И потом, не правда, что я забыл обо всем за компьютером: на два телефонных звонка я ответил, следовательно, уделил немного времени и другим. Первый звонок был от матери мальчика, лежащего в коме. Я не сразу ее узнал, потому что автоответчику она представилась как “мама Маттео”, а когда я бросился к телефону, она уже прощалась. Счастье, что она еще не положила трубку, думаю, если бы я не успел, день бы у меня сложился совершенно иначе (сколько мелочей, ей-богу, влияют на нашу жизнь): я сразу пустился бы обзванивать всех, кого можно, — организаторов, местную журналистку, уходящего мэра, мэра, заступающего на должность, больницу того городка — в попытках раздобыть ее номер, но этого не потребовалось, слава Богу. Поблагодарив меня еще раз, женщина сказала, что завтра утром будет в Риме — хочет проконсультироваться с каким-то светилом в данной области о помещении ребенка в специальный центр в Австрии, и ей было бы приятно перед отъездом повидаться со мной. Как и во время вручения премии, она говорила о своей беде сухим, ровным тоном, выговаривала без всяких эмоций чудовищные слова — “необратимый”, “последний шанс”. Я сказал, что буду очень рад повидаться с ней, и мы условились на одиннадцать. Когда я спросил, где ей удобнее встретиться, она сказала, что все равно, лишь бы на открытом воздухе. Сходу мне пришло в голову только кафе в парке напротив Порта Сан-Паоло, это рядом с моим домом, и мы так и договорились, но это не потому, что мне так удобнее, хочу подчеркнуть.

Повесив трубку, я не сразу смог вернуться к работе; я стал думать, насколько борьба этой женщины с медициной типична — с медициной, для которой существование ее “кустарника” лишено смысла, работа аппарата, который поддерживает в нем жизнь, — “терапевтически неоправданна”, и которая ждет с терпением стервятника момента, когда и эта мать, измученная, утратившая мужество, оставленная всеми, смирится, подобно всем другим матерям, с тем отношением к своему чаду, которое прививает нам наше жалкое общество — как к контейнеру, из которого нужно аккуратно извлечь пригодные для использования органы и затем торжественно похоронить под заупокойную мессу, отслуженную епископом.
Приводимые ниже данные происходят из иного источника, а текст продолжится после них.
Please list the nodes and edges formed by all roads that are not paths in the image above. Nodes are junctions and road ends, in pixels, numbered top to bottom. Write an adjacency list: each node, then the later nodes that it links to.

Я подумал, что будь я на ее месте, я бы поступил точно так же, и мне вспомнился рассказ Раймонда Карвера,[46] где герой-рассказчик просит жену не отключать его от аппарата, если он впадёт в кому — никогда, ни по какой причине. Я нашел книгу, перечитал рассказ и переписал в свою записную книжку это место (кстати, уже тщательно подчеркнутое), потому что неожиданно решил подарить завтра эту книгу той женщине, и если не успею или не смогу купить, то подарить свою. Это место звучит так: “Нет. Не отключай меня от аппарата. Я не хочу, что бы меня отключали. Пусть работает, пока будет возможность. Кто станет возражать? Ты будешь возражать? Разве я кому-нибудь помешаю? Пока люди будут в состоянии меня выносить, пока они не станут вопить, едва завидев меня, ничего не отключайте. Дай мне жить, ладно? До конца. Можешь, если хочешь, позвать друзей проститься со мной, но не делай ничего непоправимого”.
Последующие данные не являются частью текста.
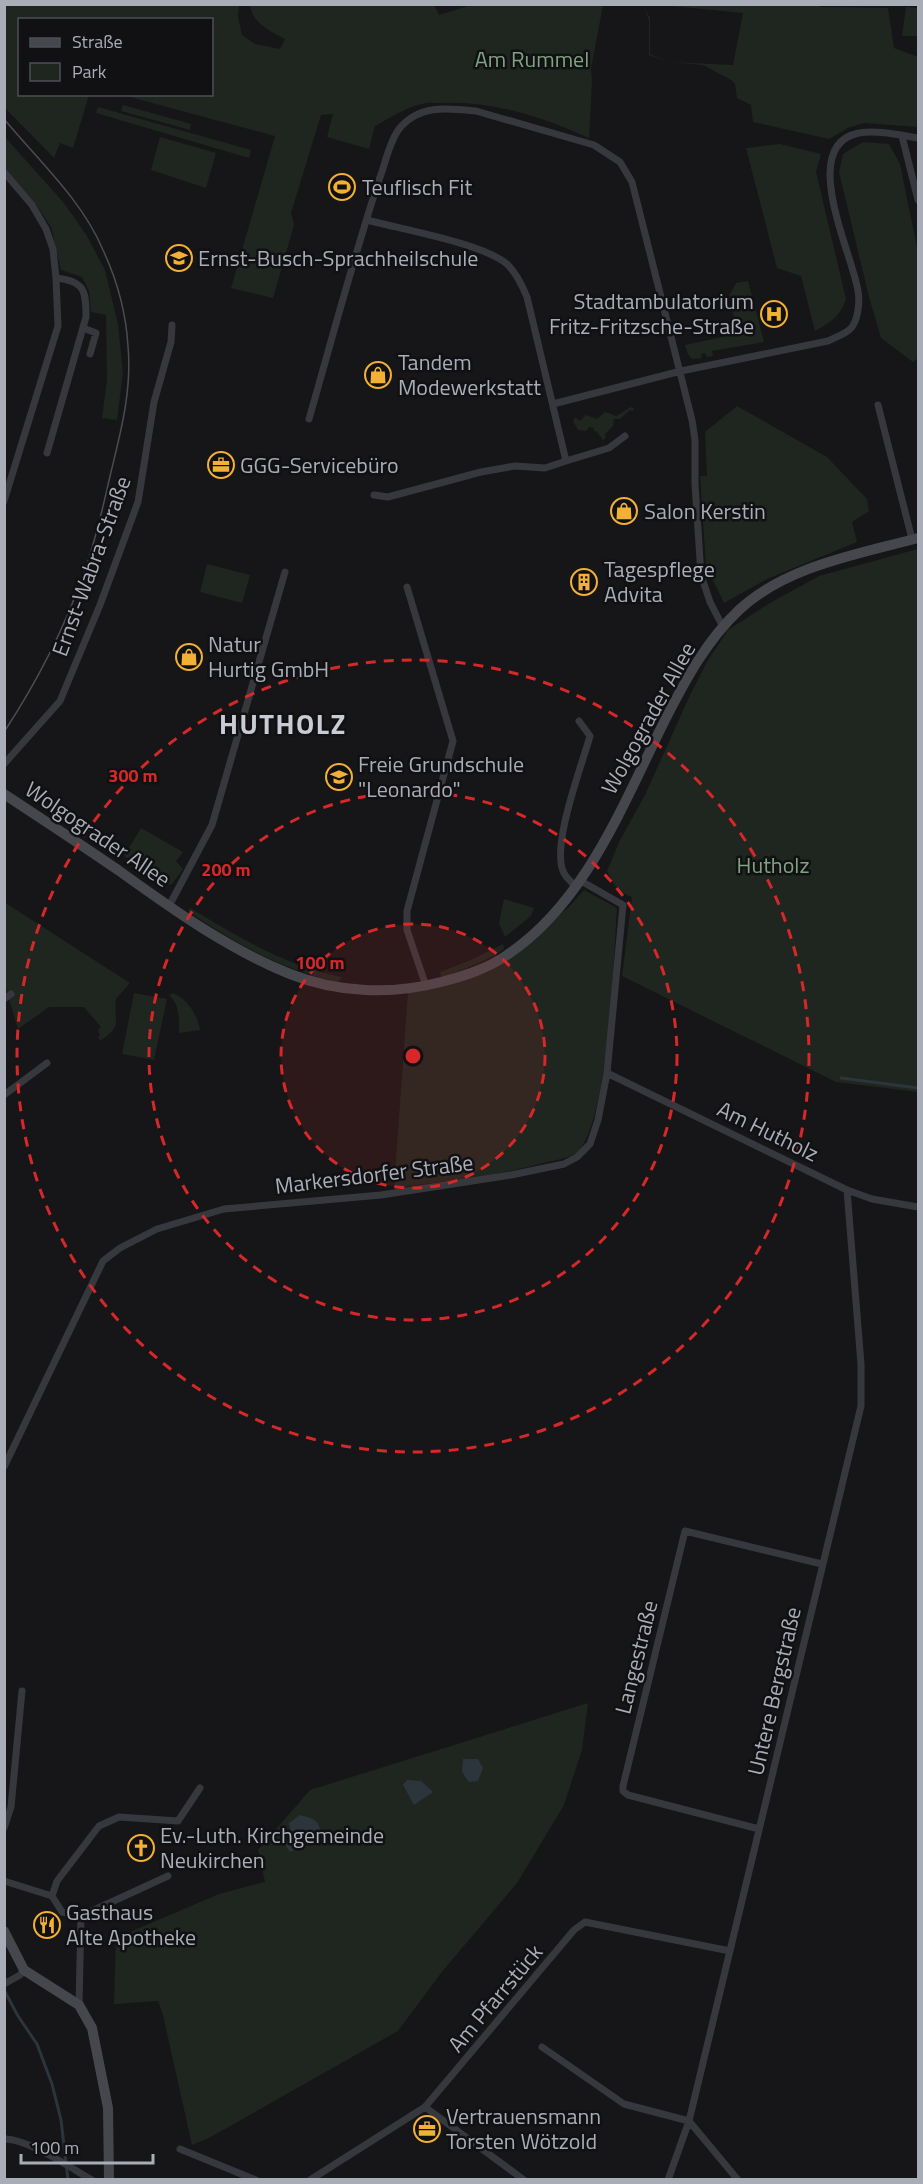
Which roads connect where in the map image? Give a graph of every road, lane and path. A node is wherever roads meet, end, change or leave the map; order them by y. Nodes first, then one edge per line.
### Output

Второй телефонный звонок был от Франческино, то есть от Анны — Франческино ограничился тем, что выпалил, как он по мне соскучился. Хотя, понятно, я ждал этого звонка, но оказался к нему не готов и промолчал о вчерашнем вечере. У меня не было слов, чтобы рассказать Анне об этой безумной истории, я их не искал тогда, не нашел и сейчас, поэтому был уклончив, как ребенок, стараясь обнадежить ее пустыми и общими фразами, которые, как правило, никого не способны обнадежить. Я даже не сказал ей о посетившем меня вдохновении, но не стал скрывать, что не выполнил ни одного из поручений, в том числе не позвонил в школу, чтобы объяснить исчезновение Франческино перед самым концом учебного года. Я ожидал, что Анна будет недовольна, потому что об этом она особенно настойчиво напоминала из-за какого-то музыкального номера, где у него была важная роль: мне следовало лишь предупредить учителей, что он не сможет участвовать, чтобы его успели заменить. Анна — член родительского комитета и очень ответственно относится к своим обязанностям; я был уверен, что мне не миновать выволочки, и действительно, что мне стоило позвонить, но, к моему удивлению, она ничего не сказала. Она тоже была немногословна, я бы даже сказал, явно торопилась, короче, получился странный телефонный разговор, но я был слишком сосредоточен на том, чтобы получше замести следы, и не обратил на это внимание. Лишь когда я вешал трубку, до меня дошло, что ее по-прежнему мучает мысль о таинственном незнакомце с пистолетом, знающем все про нашего сына; для меня эта угроза уже миновала, но для нее сохранилась, и вместе с нежностью, которую испытываешь к тем, кто еще не знает, что бояться нечего, — Джером Д. Сэлинджер умел об этом рассказывать, — я почувствовал, что между нами возникла какая-то дистанция, и нужно ее как можно быстрее ликвидировать. Это я сделаю непременно, сегодня же вечером, как только найду подходящие слова. И когда вспомню о тех обязанностях, о которых забыл на целый день, вновь став писателем.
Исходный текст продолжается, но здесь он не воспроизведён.